News:

MASM32 SDK Description, downloads and other helpful links
MASM32.com New Forum Link
masmforum WebSite

Translating from 32 bit to 64 bit

Started by frktons, August 25, 2010, 08:00:29 PM

Previous topic - Next topic

frktons

Hi all.

rep stosd was considered the fastest way to inizialize a block of
memory in 32 bit assembly.
Now SSE instructions beat it on INTEL machine at least.
It's my opinion that in 64 bit machines, working with 64 bit native operations,
we could get better results than SSE mnemonics just using general 64 bit registers.

Could anyone translate the following code into a 64 bit code
and post the performance it has versus the 32 bit version?

Any help is welcome

Thanks


include \masm32\include\masm32rt.inc


ClearBuffer PROTO :DWORD


;----------------------------------------------------------------------


.data?

    buf2clear CHAR_INFO 2000 dup (<>)

.code

start:

Main PROC

    INVOKE ClearBuffer, ADDR buf2clear
   
    print "Clearing done",13,10,13,10
   
    inkey

finish: INVOKE ExitProcess,0

    ret

Main ENDP

ClearBuffer PROC AddrBuffer:DWORD

    push edi

    mov ecx, 2000 

    mov edi, AddrBuffer

    mov eax,20202020h

    rep stosd

    pop edi

    ret

ClearBuffer ENDP

; -------------------------------------------------------------------------

end start




Mind is like a parachute. You know what to do in order to use it :-)

frktons

Nobody in there using JWASM, GoASM or any 64 bit ASM that can change
a couple of instructions and post the source and exe to test on a 64 bit OS?
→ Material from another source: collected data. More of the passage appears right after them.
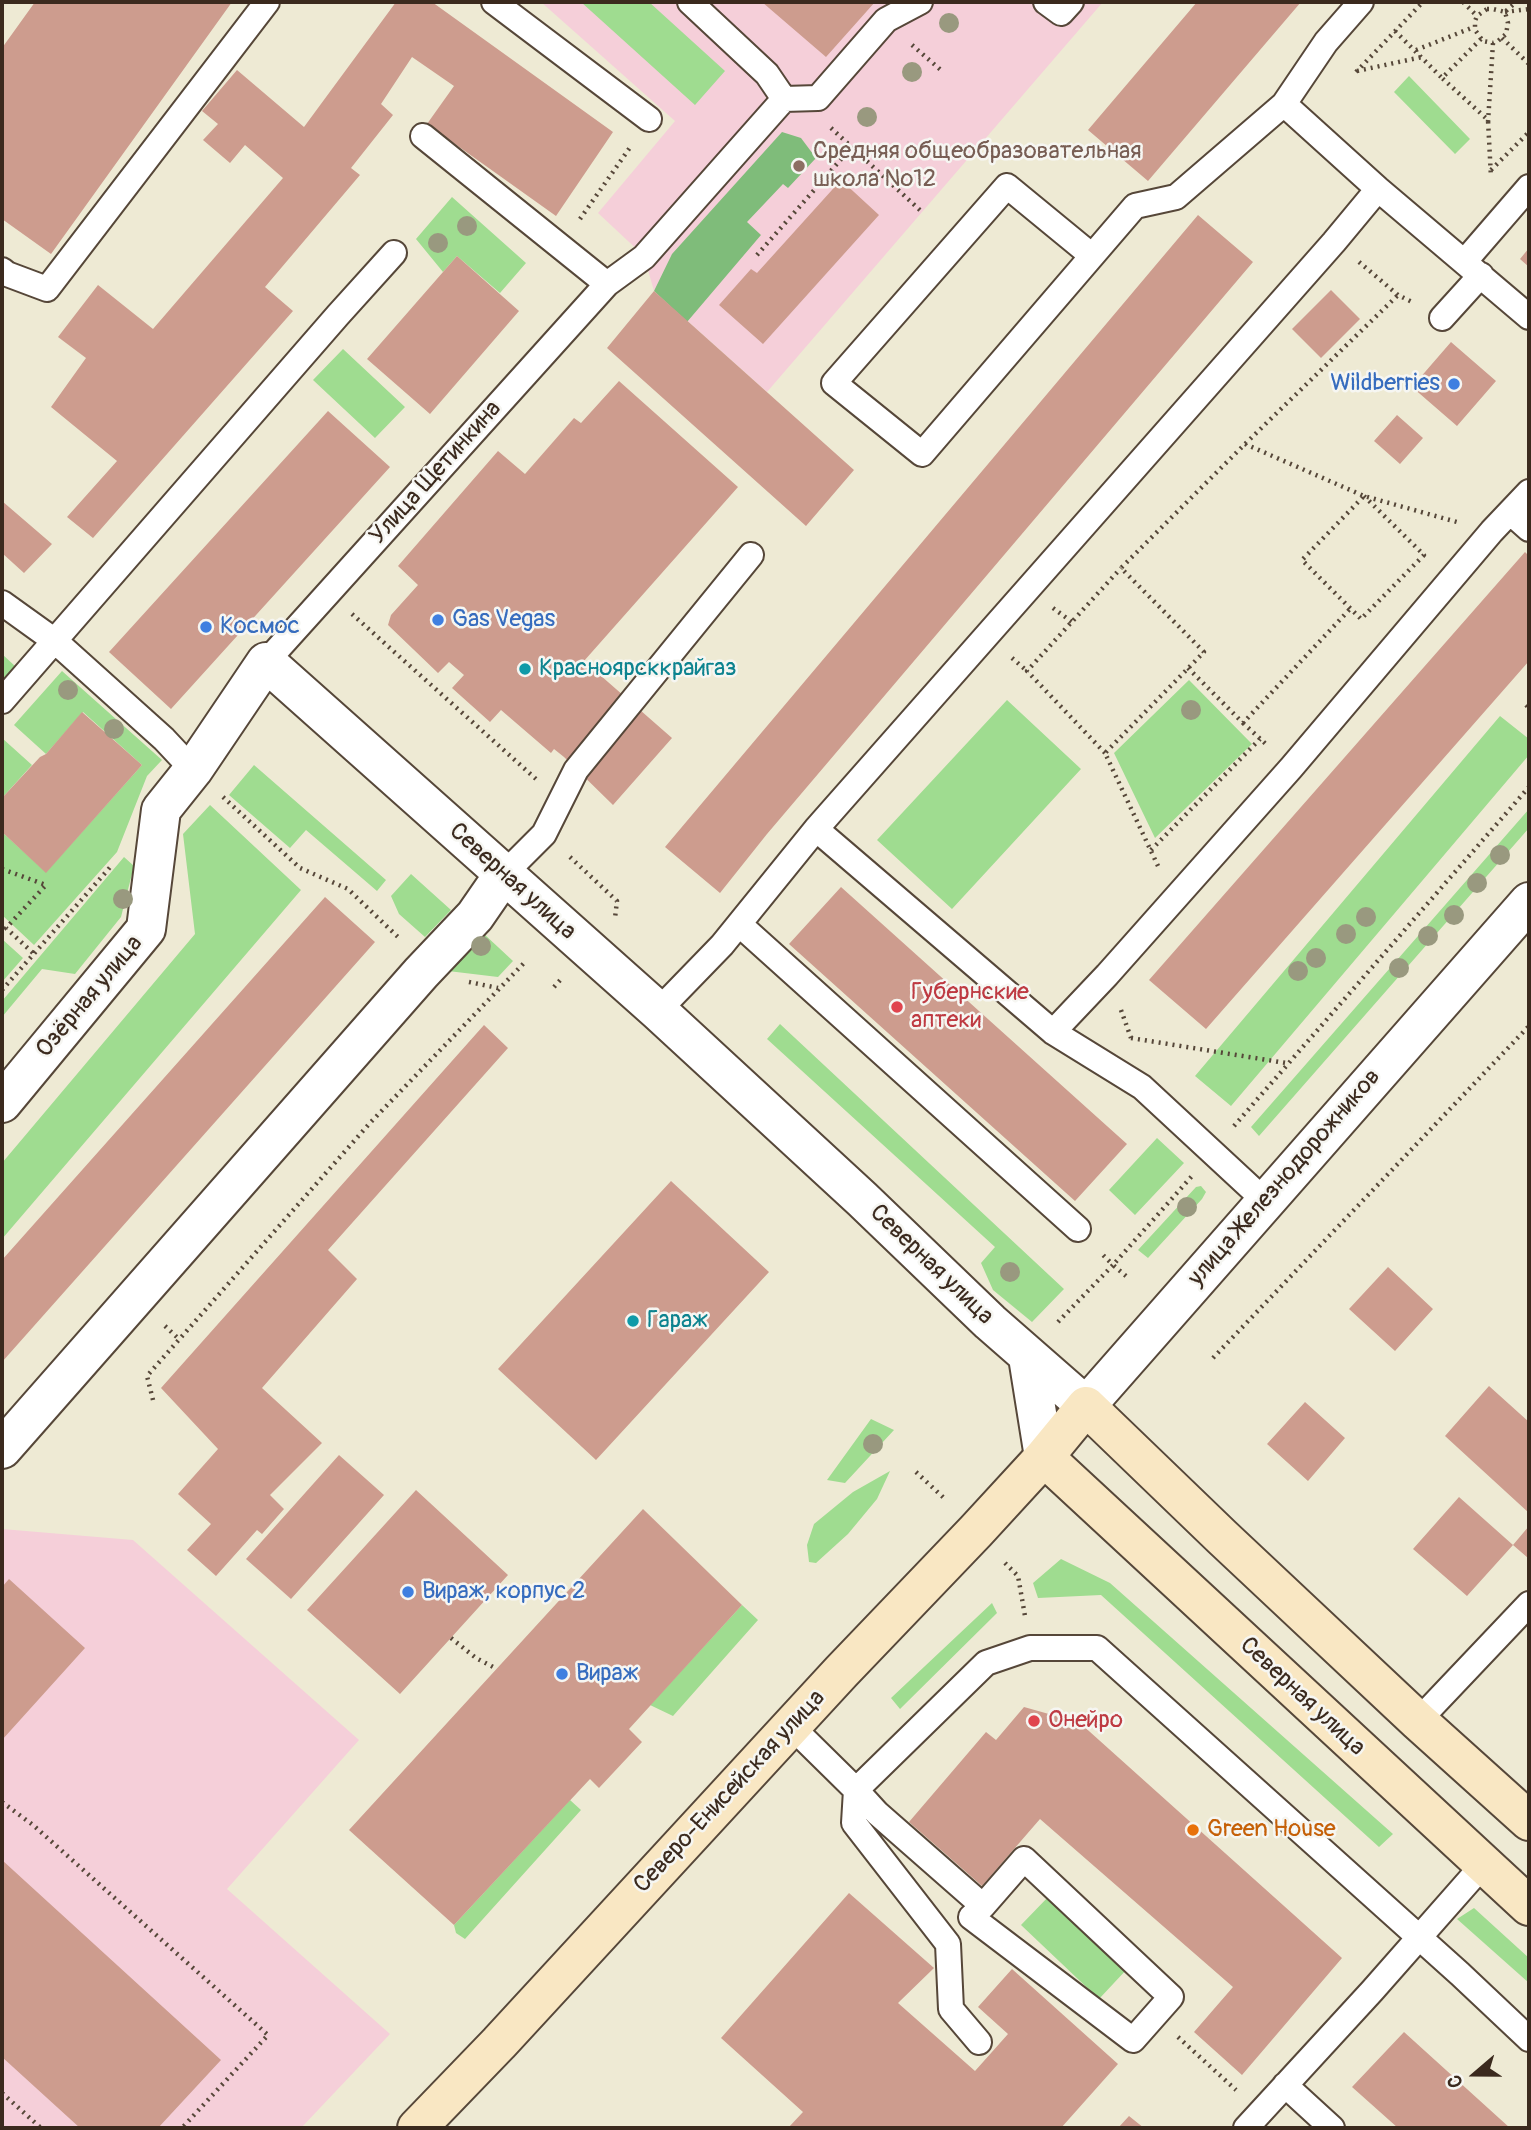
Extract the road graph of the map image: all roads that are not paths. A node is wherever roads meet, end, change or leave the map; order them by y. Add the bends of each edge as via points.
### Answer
1 (267, 2) edge
2 (494, 2) edge
3 (690, 2) edge
4 (920, 2) edge
5 (1046, 2) edge
6 (1071, 2) edge
7 (1361, 2) edge
8 (784, 99) junction
9 (1284, 104) junction
10 (649, 119) road end
11 (423, 136) dead end
12 (1529, 187) edge
13 (1378, 189) junction
14 (394, 253) dead end
15 (1091, 255) junction
16 (1473, 268) junction
17 (2, 270) edge
18 (607, 284) junction
19 (1529, 317) edge
20 (1442, 318) road end
21 (1529, 492) edge
22 (1520, 521) edge
23 (751, 555) dead end
24 (2, 603) edge
25 (55, 641) junction
26 (266, 662) junction
27 (2, 701) edge
28 (193, 770) junction
29 (816, 830) junction
30 (504, 874) junction
31 (1529, 902) edge
32 (739, 923) junction
33 (657, 1011) junction
34 (1053, 1032) junction
35 (2, 1103) edge
36 (1265, 1201) junction
37 (1078, 1229) road end
38 (1028, 1357) junction
39 (1086, 1406) junction
40 (2, 1449) edge
41 (1044, 1457) junction
42 (1529, 1604) edge
43 (1419, 1721) junction
44 (792, 1727) junction
45 (856, 1790) junction
46 (1529, 1821) edge
47 (1483, 1865) junction
48 (983, 1906) junction
49 (1529, 1906) edge
50 (1419, 1938) junction
51 (1529, 2039) edge
52 (979, 2042) dead end
53 (1285, 2085) junction
54 (417, 2128) edge
55 (1245, 2128) edge
56 (1332, 2128) edge

1 - 17 lane via 47,289
2 - 10 lane
3 - 8 lane via 767,74
4 - 8 lane via 886,20 818,98
5 - 6 lane via 1061,13
7 - 9 lane via 1326,42
8 - 18 lane, Улица Щетинкина via 644,257
9 - 13 lane
9 - 15 lane via 1177,197 1135,206
11 - 18 lane
12 - 16 lane via 1494,228
13 - 16 lane
13 - 29 lane
14 - 25 lane
15 - 15 lane via 922,454 834,383 1007,186
16 - 19 lane
16 - 20 lane
18 - 26 lane, Улица Щетинкина
21 - 22 lane
22 - 34 lane via 1492,531 1291,768
23 - 30 lane via 576,770 544,834
24 - 25 lane
25 - 27 lane
25 - 28 lane
26 - 28 street, Озёрная улица
26 - 30 street, Северная улица
28 - 35 street, Озёрная улица via 161,810 146,929
29 - 32 lane
29 - 34 lane
30 - 33 street, Северная улица
30 - 40 street via 475,916
31 - 36 street, улица Железнодорожников
32 - 33 lane
32 - 37 lane
33 - 38 street, Северная улица
34 - 36 lane via 1142,1087
36 - 39 street, улица Железнодорожников
38 - 39 street, Северная улица
38 - 41 street
39 - 41 main road, улица Железнодорожников
39 - 43 main road
41 - 44 main road, Северо-Енисейская улица
41 - 47 main road, Северная улица
42 - 43 lane
43 - 46 main road
44 - 45 lane
44 - 54 main road, Северо-Енисейская улица
45 - 48 lane
45 - 50 lane via 986,1663 1030,1648 1097,1648
45 - 52 lane via 854,1823 948,1944 951,2009
47 - 49 main road, Северная улица
47 - 50 lane
48 - 48 lane via 971,1917 1132,2040 1171,1997 1024,1859
50 - 51 lane
50 - 53 lane
53 - 55 lane
53 - 56 lane

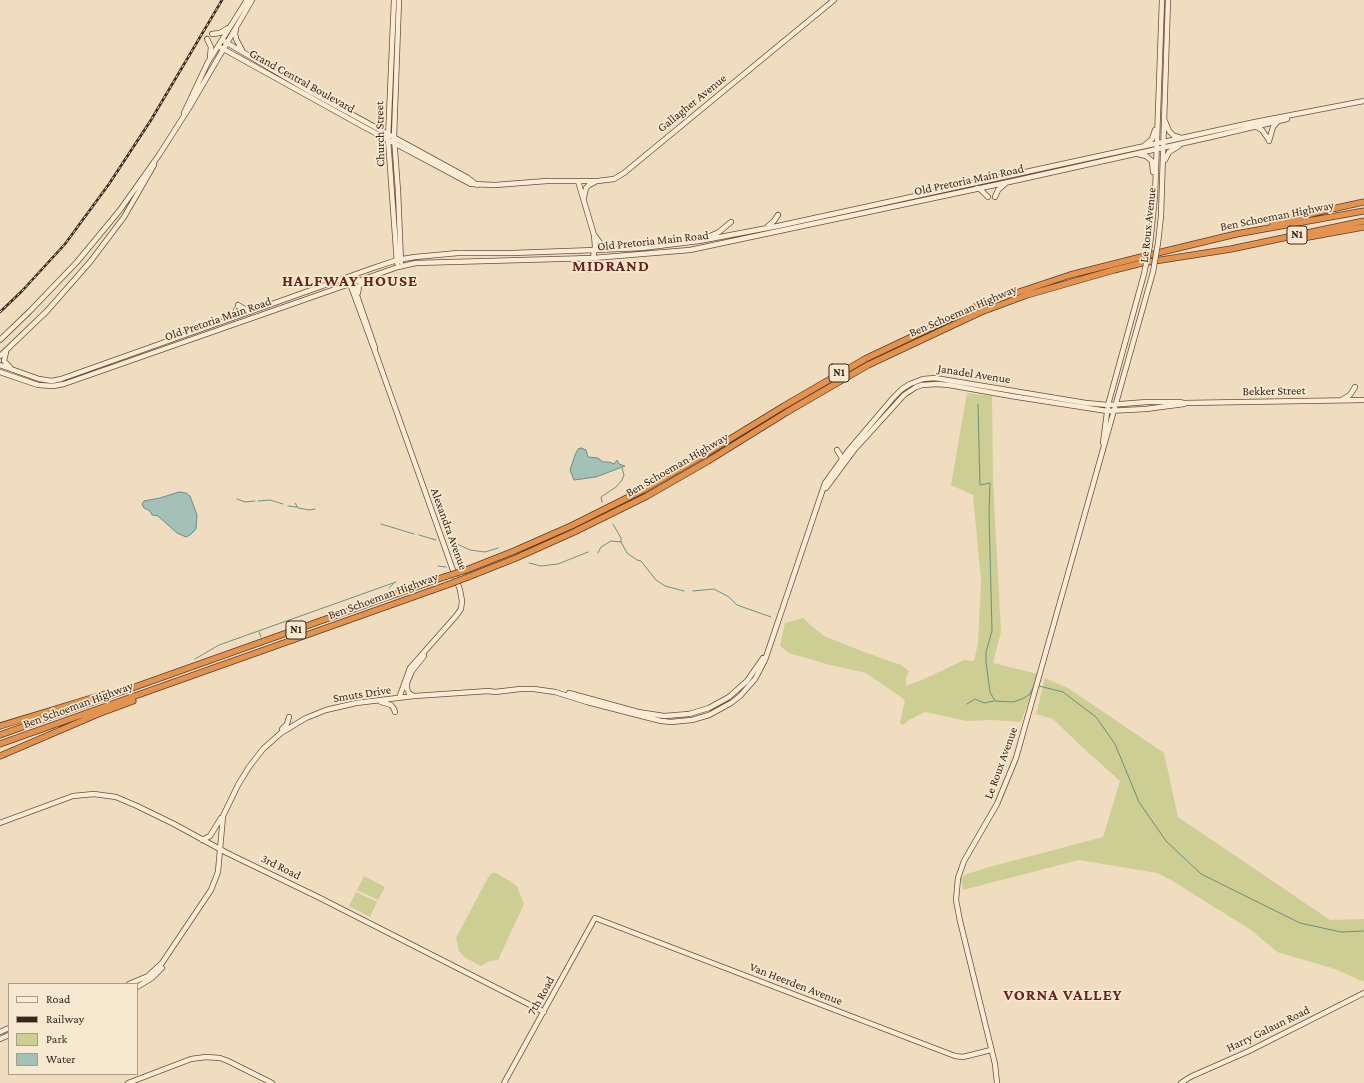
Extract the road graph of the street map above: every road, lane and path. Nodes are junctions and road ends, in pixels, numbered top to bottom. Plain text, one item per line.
1 (247, 0) edge
2 (252, 0) edge
3 (394, 0) edge
4 (399, 0) edge
5 (834, 0) edge
6 (1162, 0) edge
7 (1168, 0) edge
8 (240, 22) junction
9 (232, 24) junction
10 (212, 34) dead end
11 (207, 39) dead end
12 (222, 40) junction
13 (227, 43) junction
14 (218, 46) junction
15 (224, 49) junction
16 (246, 54) junction
17 (208, 62) junction
18 (1364, 101) edge
19 (1316, 110) junction
20 (1164, 116) junction
21 (182, 118) junction
22 (1279, 120) junction
23 (388, 123) junction
24 (1157, 125) junction
25 (1254, 126) junction
26 (377, 128) junction
27 (388, 133) junction
28 (394, 137) junction
29 (1182, 138) junction
30 (388, 139) junction
31 (1201, 139) junction
32 (1163, 142) junction
33 (394, 143) junction
34 (1157, 143) junction
35 (1163, 147) junction
36 (405, 148) junction
37 (1135, 148) junction
38 (1157, 149) junction
39 (395, 153) junction
40 (1133, 154) junction
41 (159, 155) junction
42 (1163, 168) junction
43 (578, 181) junction
44 (598, 181) junction
45 (1009, 182) junction
46 (477, 185) junction
47 (1155, 186) junction
48 (978, 188) junction
49 (988, 197) dead end
50 (995, 197) dead end
51 (584, 201) junction
52 (1364, 202) edge
53 (1364, 211) edge
54 (778, 215) dead end
55 (1364, 221) edge
56 (731, 222) dead end
57 (1364, 227) edge
58 (763, 229) junction
59 (1236, 234) junction
60 (594, 235) junction
61 (699, 241) junction
62 (610, 249) junction
63 (1231, 249) junction
64 (595, 250) junction
65 (581, 258) junction
66 (593, 258) junction
67 (399, 260) junction
68 (400, 266) junction
69 (589, 270) dead end
70 (349, 277) junction
71 (367, 277) junction
72 (351, 283) junction
73 (358, 294) junction
74 (250, 312) junction
75 (232, 318) junction
76 (0, 340) edge
77 (14, 343) junction
78 (376, 354) junction
79 (0, 356) edge
80 (0, 365) edge
81 (14, 371) junction
82 (0, 372) edge
83 (1354, 387) dead end
84 (1337, 400) junction
85 (1364, 400) edge
86 (1184, 403) junction
87 (1116, 404) junction
88 (1108, 405) junction
89 (1107, 411) junction
90 (1114, 411) junction
91 (1103, 446) junction
92 (837, 450) dead end
93 (842, 458) junction
94 (820, 496) junction
95 (437, 638) junction
96 (770, 645) junction
97 (147, 682) junction
98 (407, 683) junction
99 (154, 689) junction
100 (489, 691) junction
101 (414, 696) junction
102 (400, 697) junction
103 (374, 701) junction
104 (709, 708) joint
105 (395, 712) dead end
106 (711, 714) joint
107 (289, 717) dead end
108 (0, 726) edge
109 (0, 735) edge
110 (272, 741) junction
111 (0, 744) edge
112 (0, 756) edge
113 (225, 811) junction
114 (0, 823) edge
115 (202, 840) junction
116 (219, 849) junction
117 (595, 918) joint
118 (171, 952) junction
119 (131, 983) edge
120 (138, 986) edge
121 (1364, 993) edge
122 (544, 1012) junction
123 (991, 1050) junction
124 (128, 1083) edge
125 (272, 1083) edge
126 (504, 1083) edge
127 (997, 1083) edge
128 (1181, 1083) edge

1 - 9 main road
2 - 8 main road
3 - 23 main road, Church Street
4 - 28 main road, Church Street
5 - 44 main road, Gallagher Avenue
6 - 24 main road, Le Roux Avenue
7 - 20 main road, Le Roux Avenue
8 - 13 main road
8 - 16 main road
9 - 10 main road
9 - 12 main road
11 - 17 main road
12 - 13 main road, Grand Central Boulevard
12 - 14 main road
13 - 15 main road
13 - 16 main road, Grand Central Boulevard
14 - 15 main road, Grand Central Boulevard
14 - 17 main road
15 - 21 main road
15 - 30 main road, Grand Central Boulevard
16 - 26 main road, Grand Central Boulevard
17 - 21 main road
18 - 19 main road, Old Pretoria Main Road
19 - 22 main road, Old Pretoria Main Road
19 - 29 main road, Old Pretoria Main Road
20 - 29 main road
20 - 32 main road, Le Roux Avenue
21 - 41 main road
22 - 25 main road, Old Pretoria Main Road
22 - 25 main road
23 - 26 main road
23 - 27 main road, Church Street
24 - 34 main road, Le Roux Avenue
24 - 37 main road
25 - 31 main road, Old Pretoria Main Road
26 - 27 main road, Grand Central Boulevard
27 - 28 main road, Grand Central Boulevard
27 - 30 main road, Church Street
28 - 33 main road, Church Street
28 - 46 main road, Grand Central Boulevard
29 - 32 main road, Old Pretoria Main Road
30 - 33 main road, Grand Central Boulevard
30 - 67 main road, Church Street
31 - 35 main road, Old Pretoria Main Road
31 - 42 main road
32 - 34 main road, Old Pretoria Main Road
32 - 35 main road, Le Roux Avenue
33 - 36 main road, Grand Central Boulevard
33 - 39 main road, Church Street
34 - 37 main road, Old Pretoria Main Road
34 - 38 main road, Le Roux Avenue
35 - 38 main road, Old Pretoria Main Road
35 - 42 main road, Le Roux Avenue
36 - 39 main road
36 - 46 main road, Grand Central Boulevard
37 - 58 main road, Old Pretoria Main Road
38 - 40 main road, Old Pretoria Main Road
38 - 47 main road, Le Roux Avenue
39 - 67 main road, Church Street
40 - 45 main road, Old Pretoria Main Road
40 - 47 main road
41 - 76 main road
41 - 77 main road
42 - 87 main road, Le Roux Avenue, bridge
43 - 44 main road, Gallagher Avenue
43 - 46 main road, Gallagher Avenue
43 - 51 main road
44 - 51 main road
45 - 48 main road, Old Pretoria Main Road
45 - 50 main road
47 - 88 main road, Le Roux Avenue, bridge
48 - 49 main road
48 - 66 main road, Old Pretoria Main Road
51 - 60 main road
52 - 59 highway
53 - 59 highway, Ben Schoeman Highway / N1
54 - 58 main road
55 - 63 highway, Ben Schoeman Highway / N1
56 - 61 main road
57 - 63 highway
58 - 61 main road, Old Pretoria Main Road
59 - 97 highway, Ben Schoeman Highway / N1, bridge
60 - 62 main road
60 - 64 main road
61 - 62 main road, Old Pretoria Main Road
62 - 64 main road, Old Pretoria Main Road
63 - 99 highway, Ben Schoeman Highway / N1, bridge
64 - 66 main road
64 - 67 main road, Old Pretoria Main Road
65 - 66 main road, Old Pretoria Main Road
65 - 68 main road, Old Pretoria Main Road
65 - 69 main road
67 - 68 main road, Church Street
67 - 70 main road, Old Pretoria Main Road
68 - 71 main road, Old Pretoria Main Road
70 - 72 main road, Alexandra Avenue
70 - 74 main road, Old Pretoria Main Road
71 - 72 main road, Old Pretoria Main Road
71 - 73 main road
72 - 73 main road, Alexandra Avenue
72 - 78 main road, Alexandra Avenue
72 - 82 main road, Old Pretoria Main Road
73 - 78 main road, Alexandra Avenue
74 - 75 main road, Old Pretoria Main Road
74 - 75 main road
75 - 81 main road, Old Pretoria Main Road
77 - 79 main road
77 - 81 main road
78 - 95 main road, Alexandra Avenue
80 - 81 main road, Old Pretoria Main Road
83 - 84 main road
84 - 85 main road, Bekker Street
84 - 86 main road, Bekker Street
86 - 87 main road, Bekker Street
86 - 90 main road, Bekker Street
87 - 88 main road, Janadel Avenue
87 - 90 main road, Le Roux Avenue
88 - 89 main road, Le Roux Avenue
88 - 93 main road, Janadel Avenue
89 - 90 main road, Janadel Avenue
89 - 91 main road, Le Roux Avenue
89 - 94 main road, Janadel Avenue
90 - 91 main road, Le Roux Avenue
91 - 123 main road, Le Roux Avenue
92 - 93 main road
93 - 94 main road, Janadel Avenue
94 - 96 main road, Janadel Avenue
95 - 98 main road
95 - 102 main road, Alexandra Avenue
96 - 104 main road, Janadel Avenue
96 - 106 main road, Janadel Avenue
97 - 108 highway
97 - 109 highway, Ben Schoeman Highway / N1
98 - 101 main road
98 - 102 main road
99 - 111 highway, Ben Schoeman Highway / N1
99 - 112 highway
100 - 101 main road, Smuts Drive
100 - 104 main road, Smuts Drive
100 - 106 main road, Smuts Drive
101 - 102 main road, Smuts Drive
102 - 103 main road, Smuts Drive
103 - 105 main road
103 - 110 main road, Smuts Drive
107 - 110 main road
110 - 113 main road, Smuts Drive
113 - 115 main road
113 - 116 main road, Smuts Drive
114 - 115 main road, 3rd Road
115 - 116 main road, 3rd Road
116 - 118 main road, Smuts Drive
116 - 122 main road, 3rd Road
117 - 122 main road, 7th Road
117 - 123 main road, Van Heerden Avenue
118 - 119 main road, Smuts Drive
118 - 120 main road, Smuts Drive
121 - 128 main road, Harry Galaun Road
122 - 126 main road, 7th Road
123 - 127 main road, Le Roux Avenue
124 - 125 main road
Or anybody who can tell me how to use JWASM to compile with COMMAND LINE
OPTIONS for 64 bit OS?

Frank
Mind is like a parachute. You know what to do in order to use it :-)

GregL

Frank,

Would an ml64 version be of use to you?

[Edit] It's late now, I'll check back in the morning.

frktons

Quote from: GregL on September 04, 2010, 04:27:32 AM
Frank,

Would an ml64 version be of use to you?

[Edit] It's late now, I'll check back in the morning.


I don't know if I can use ML64, and how to use it.
What about include \masm32\include\masm32rt.inc ?
Anything to change in the source other than


    push edi

    mov ecx, 2000

    mov edi, AddrBuffer

    mov eax,20202020h

    rep stosd

    pop edi


That should be translated something like:


    push rdi

    mov rcx, 1000

    mov rdi, AddrBuffer

    mov rax,2020202020202020h

    rep stosq

    pop rdi


?

and what have I to pass to ML64.EXE for parameters to compile
to 64 native bit?

Thanks

Mind is like a parachute. You know what to do in order to use it :-)

GregL

Frank,

Sorry, I just realized my Visual Studio 2010 Professional trial has expired and the Express Edition does not build 64-bit without some substantial modifications.  So, I'm not set up to build 64-bit with ml64. Using include \masm32\include\masm32rt.inc won't work because it is for 32-bit. Your 64-bit translation of the core code looks good. I'm going to work on getting my 2010 Express Edition building 64-bit. It should be possible, I was able to do it with the 2008 Express Edition.

Maybe someone else could build it with GoASM or JWASM in the mean time.


GregL

If anyone is interested I got VC++ 2010 Express Edition building x64 C programs by installing the latest Windows SDK and setting the VC++ LIB directory to the one from the SDK for x64. That's it, it works.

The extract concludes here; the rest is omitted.